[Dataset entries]
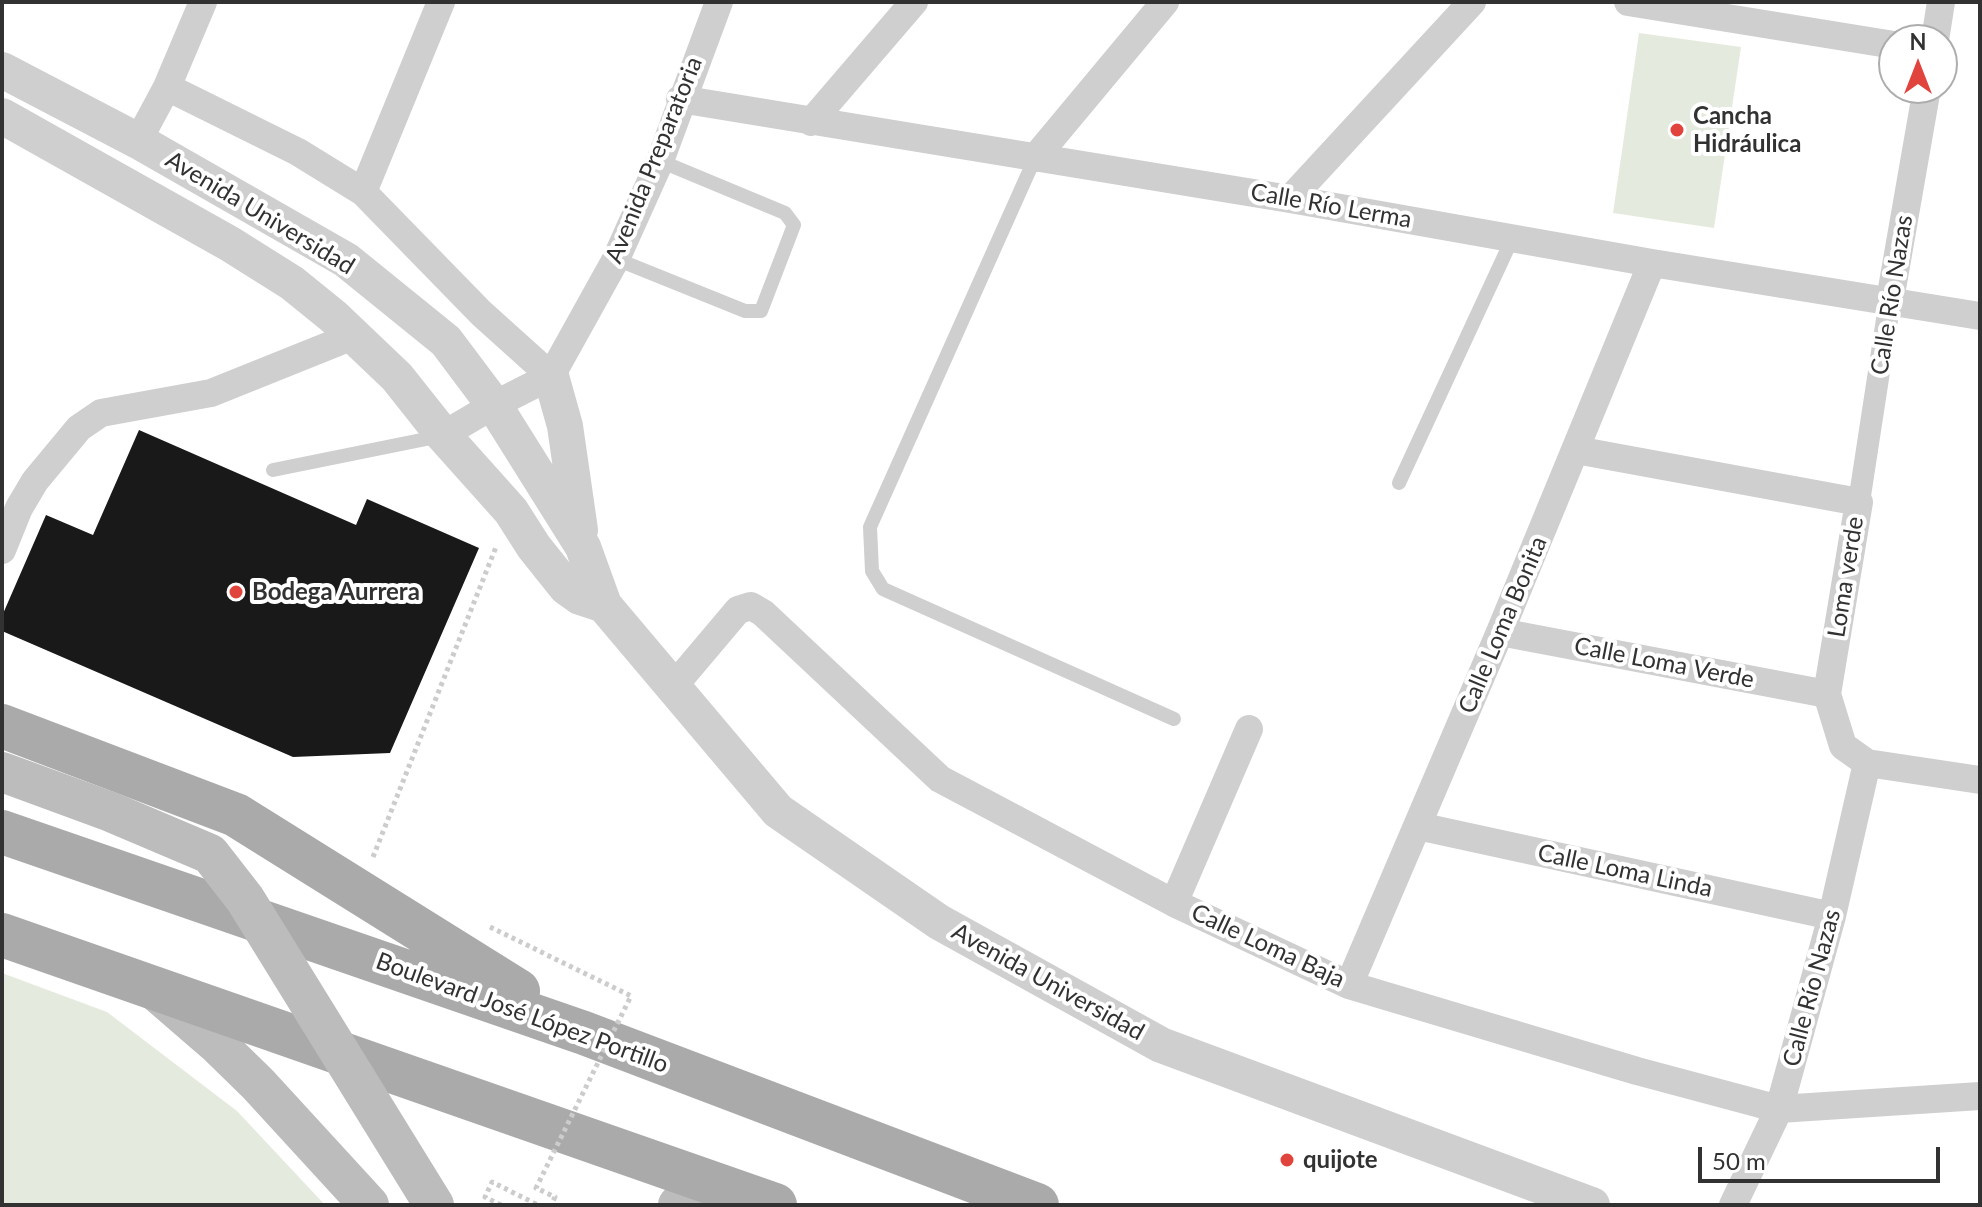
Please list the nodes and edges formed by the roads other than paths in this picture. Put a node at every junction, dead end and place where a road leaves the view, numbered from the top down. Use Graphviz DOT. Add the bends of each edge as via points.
graph roads {
  1 [pos="203,2"];
  2 [pos="441,2"];
  3 [pos="719,2"];
  4 [pos="914,2"];
  5 [pos="1165,2"];
  6 [pos="1472,2"];
  7 [pos="1628,2"];
  8 [pos="1941,2"];
  9 [pos="1938,24"];
  10 [pos="1878,42"];
  11 [pos="2,70"];
  12 [pos="167,87"];
  13 [pos="680,99"];
  14 [pos="1924,104"];
  15 [pos="2,116"];
  16 [pos="811,122"];
  17 [pos="138,141"];
  18 [pos="1035,158"];
  19 [pos="660,161"];
  20 [pos="363,192"];
  21 [pos="1290,199"];
  22 [pos="1513,237"];
  23 [pos="616,259"];
  24 [pos="1652,263"];
  25 [pos="1890,300"];
  26 [pos="1980,316"];
  27 [pos="353,336"];
  28 [pos="551,376"];
  29 [pos="494,405"];
  30 [pos="443,435"];
  31 [pos="1576,450"];
  32 [pos="273,470"];
  33 [pos="1399,483"];
  34 [pos="1859,502"];
  35 [pos="583,547"];
  36 [pos="2,550"];
  37 [pos="604,605"];
  38 [pos="1500,632"];
  39 [pos="673,687"];
  40 [pos="1827,694"];
  41 [pos="1174,719"];
  42 [pos="2,726"];
  43 [pos="1249,729"];
  44 [pos="1867,763"];
  45 [pos="2,772"];
  46 [pos="1980,780"];
  47 [pos="1418,826"];
  48 [pos="2,832"];
  49 [pos="1174,903"];
  50 [pos="1832,916"];
  51 [pos="2,935"];
  52 [pos="148,984"];
  53 [pos="1349,985"];
  54 [pos="584,1033"];
  55 [pos="1980,1096"];
  56 [pos="1779,1109"];
  57 [pos="716,1184"];
  58 [pos="369,1205"];
  59 [pos="434,1205"];
  60 [pos="678,1205"];
  61 [pos="775,1205"];
  62 [pos="1037,1205"];
  63 [pos="1592,1205"];
  64 [pos="1733,1205"];
  1 -- 12 [label="street"];
  2 -- 20 [label="street"];
  3 -- 13 [label="street, Avenida Preparatoria"];
  4 -- 16 [label="street"];
  5 -- 18 [label="street"];
  6 -- 21 [label="street"];
  7 -- 10 [label="street"];
  8 -- 9 [label="street"];
  11 -- 17 [label="street, Avenida Universidad"];
  12 -- 17 [label="street"];
  12 -- 20 [label="street" via="298,152"];
  13 -- 16 [label="street, Calle Río Lerma"];
  13 -- 19 [label="street, Avenida Preparatoria"];
  14 -- 25 [label="street, Calle Río Nazas"];
  15 -- 27 [label="street, Avenida Universidad" via="292,283"];
  16 -- 18 [label="street, Calle Río Lerma"];
  17 -- 29 [label="street, Avenida Universidad" via="346,260 446,341"];
  18 -- 21 [label="street, Calle Río Lerma"];
  18 -- 41 [label="lane" via="870,527 872,571 883,589"];
  19 -- 23 [label="street, Avenida Preparatoria"];
  19 -- 23 [label="lane" via="785,213 794,225 761,311 745,311"];
  20 -- 28 [label="street"];
  21 -- 22 [label="street, Calle Río Lerma"];
  22 -- 24 [label="street, Calle Río Lerma"];
  22 -- 33 [label="lane"];
  23 -- 28 [label="street, Avenida Preparatoria"];
  24 -- 25 [label="street, Calle Río Lerma"];
  24 -- 31 [label="street, Calle Loma Bonita"];
  25 -- 26 [label="street, Calle Río Lerma"];
  25 -- 34 [label="street, Calle Río Nazas"];
  27 -- 30 [label="street, Avenida Universidad" via="397,377"];
  27 -- 36 [label="street" via="211,393 101,413 79,428 35,481"];
  28 -- 29 [label="street"];
  28 -- 35 [label="street" via="565,426"];
  29 -- 30 [label="street"];
  29 -- 35 [label="street, Avenida Universidad"];
  30 -- 32 [label="lane"];
  30 -- 37 [label="street, Avenida Universidad" via="511,511 566,587"];
  31 -- 34 [label="street, Loma verde"];
  31 -- 38 [label="street, Calle Loma Bonita"];
  34 -- 40 [label="street, Loma verde"];
  35 -- 37 [label="street, Avenida Universidad"];
  37 -- 39 [label="street, Avenida Universidad"];
  38 -- 40 [label="street, Calle Loma Verde"];
  38 -- 47 [label="street, Calle Loma Bonita"];
  39 -- 49 [label="street, Calle Loma Baja" via="738,610 751,606 940,779"];
  39 -- 63 [label="street, Avenida Universidad" via="778,811 939,922 1161,1045"];
  40 -- 44 [label="street, Loma verde" via="1843,746"];
  42 -- 54 [label="main road" via="236,815"];
  43 -- 49 [label="street"];
  44 -- 46 [label="street"];
  44 -- 50 [label="street, Calle Río Nazas"];
  45 -- 59 [label="main road, bridge" via="210,854 245,899"];
  47 -- 50 [label="street, Calle Loma Linda"];
  47 -- 53 [label="street, Calle Loma Bonita"];
  48 -- 54 [label="main road, Boulevard José López Portillo"];
  49 -- 53 [label="street, Calle Loma Baja"];
  50 -- 56 [label="street, Calle Río Nazas"];
  51 -- 52 [label="main road"];
  52 -- 57 [label="main road"];
  52 -- 58 [label="main road" via="216,1043"];
  53 -- 56 [label="street, Calle Loma Baja"];
  54 -- 62 [label="main road, Boulevard José López Portillo"];
  55 -- 56 [label="street, Calle Loma Baja"];
  56 -- 64 [label="street, Calle Río Nazas"];
  57 -- 60 [label="main road"];
  57 -- 61 [label="main road"];
}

EXERCISE BRIEF
Every line of the data above is to be set down exactly; the pictures are not.

ANSWER FOR THIS EXERCISE
Please list the nodes and edges formed by the roads other than paths in this picture. Put a node at every junction, dead end and place where a road leaves the view, numbered from the top down. Use Graphviz DOT. Add the bends of each edge as via points.
graph roads {
  1 [pos="203,2"];
  2 [pos="441,2"];
  3 [pos="719,2"];
  4 [pos="914,2"];
  5 [pos="1165,2"];
  6 [pos="1472,2"];
  7 [pos="1628,2"];
  8 [pos="1941,2"];
  9 [pos="1938,24"];
  10 [pos="1878,42"];
  11 [pos="2,70"];
  12 [pos="167,87"];
  13 [pos="680,99"];
  14 [pos="1924,104"];
  15 [pos="2,116"];
  16 [pos="811,122"];
  17 [pos="138,141"];
  18 [pos="1035,158"];
  19 [pos="660,161"];
  20 [pos="363,192"];
  21 [pos="1290,199"];
  22 [pos="1513,237"];
  23 [pos="616,259"];
  24 [pos="1652,263"];
  25 [pos="1890,300"];
  26 [pos="1980,316"];
  27 [pos="353,336"];
  28 [pos="551,376"];
  29 [pos="494,405"];
  30 [pos="443,435"];
  31 [pos="1576,450"];
  32 [pos="273,470"];
  33 [pos="1399,483"];
  34 [pos="1859,502"];
  35 [pos="583,547"];
  36 [pos="2,550"];
  37 [pos="604,605"];
  38 [pos="1500,632"];
  39 [pos="673,687"];
  40 [pos="1827,694"];
  41 [pos="1174,719"];
  42 [pos="2,726"];
  43 [pos="1249,729"];
  44 [pos="1867,763"];
  45 [pos="2,772"];
  46 [pos="1980,780"];
  47 [pos="1418,826"];
  48 [pos="2,832"];
  49 [pos="1174,903"];
  50 [pos="1832,916"];
  51 [pos="2,935"];
  52 [pos="148,984"];
  53 [pos="1349,985"];
  54 [pos="584,1033"];
  55 [pos="1980,1096"];
  56 [pos="1779,1109"];
  57 [pos="716,1184"];
  58 [pos="369,1205"];
  59 [pos="434,1205"];
  60 [pos="678,1205"];
  61 [pos="775,1205"];
  62 [pos="1037,1205"];
  63 [pos="1592,1205"];
  64 [pos="1733,1205"];
  1 -- 12 [label="street"];
  2 -- 20 [label="street"];
  3 -- 13 [label="street, Avenida Preparatoria"];
  4 -- 16 [label="street"];
  5 -- 18 [label="street"];
  6 -- 21 [label="street"];
  7 -- 10 [label="street"];
  8 -- 9 [label="street"];
  11 -- 17 [label="street, Avenida Universidad"];
  12 -- 17 [label="street"];
  12 -- 20 [label="street" via="298,152"];
  13 -- 16 [label="street, Calle Río Lerma"];
  13 -- 19 [label="street, Avenida Preparatoria"];
  14 -- 25 [label="street, Calle Río Nazas"];
  15 -- 27 [label="street, Avenida Universidad" via="292,283"];
  16 -- 18 [label="street, Calle Río Lerma"];
  17 -- 29 [label="street, Avenida Universidad" via="346,260 446,341"];
  18 -- 21 [label="street, Calle Río Lerma"];
  18 -- 41 [label="lane" via="870,527 872,571 883,589"];
  19 -- 23 [label="street, Avenida Preparatoria"];
  19 -- 23 [label="lane" via="785,213 794,225 761,311 745,311"];
  20 -- 28 [label="street"];
  21 -- 22 [label="street, Calle Río Lerma"];
  22 -- 24 [label="street, Calle Río Lerma"];
  22 -- 33 [label="lane"];
  23 -- 28 [label="street, Avenida Preparatoria"];
  24 -- 25 [label="street, Calle Río Lerma"];
  24 -- 31 [label="street, Calle Loma Bonita"];
  25 -- 26 [label="street, Calle Río Lerma"];
  25 -- 34 [label="street, Calle Río Nazas"];
  27 -- 30 [label="street, Avenida Universidad" via="397,377"];
  27 -- 36 [label="street" via="211,393 101,413 79,428 35,481"];
  28 -- 29 [label="street"];
  28 -- 35 [label="street" via="565,426"];
  29 -- 30 [label="street"];
  29 -- 35 [label="street, Avenida Universidad"];
  30 -- 32 [label="lane"];
  30 -- 37 [label="street, Avenida Universidad" via="511,511 566,587"];
  31 -- 34 [label="street, Loma verde"];
  31 -- 38 [label="street, Calle Loma Bonita"];
  34 -- 40 [label="street, Loma verde"];
  35 -- 37 [label="street, Avenida Universidad"];
  37 -- 39 [label="street, Avenida Universidad"];
  38 -- 40 [label="street, Calle Loma Verde"];
  38 -- 47 [label="street, Calle Loma Bonita"];
  39 -- 49 [label="street, Calle Loma Baja" via="738,610 751,606 940,779"];
  39 -- 63 [label="street, Avenida Universidad" via="778,811 939,922 1161,1045"];
  40 -- 44 [label="street, Loma verde" via="1843,746"];
  42 -- 54 [label="main road" via="236,815"];
  43 -- 49 [label="street"];
  44 -- 46 [label="street"];
  44 -- 50 [label="street, Calle Río Nazas"];
  45 -- 59 [label="main road, bridge" via="210,854 245,899"];
  47 -- 50 [label="street, Calle Loma Linda"];
  47 -- 53 [label="street, Calle Loma Bonita"];
  48 -- 54 [label="main road, Boulevard José López Portillo"];
  49 -- 53 [label="street, Calle Loma Baja"];
  50 -- 56 [label="street, Calle Río Nazas"];
  51 -- 52 [label="main road"];
  52 -- 57 [label="main road"];
  52 -- 58 [label="main road" via="216,1043"];
  53 -- 56 [label="street, Calle Loma Baja"];
  54 -- 62 [label="main road, Boulevard José López Portillo"];
  55 -- 56 [label="street, Calle Loma Baja"];
  56 -- 64 [label="street, Calle Río Nazas"];
  57 -- 60 [label="main road"];
  57 -- 61 [label="main road"];
}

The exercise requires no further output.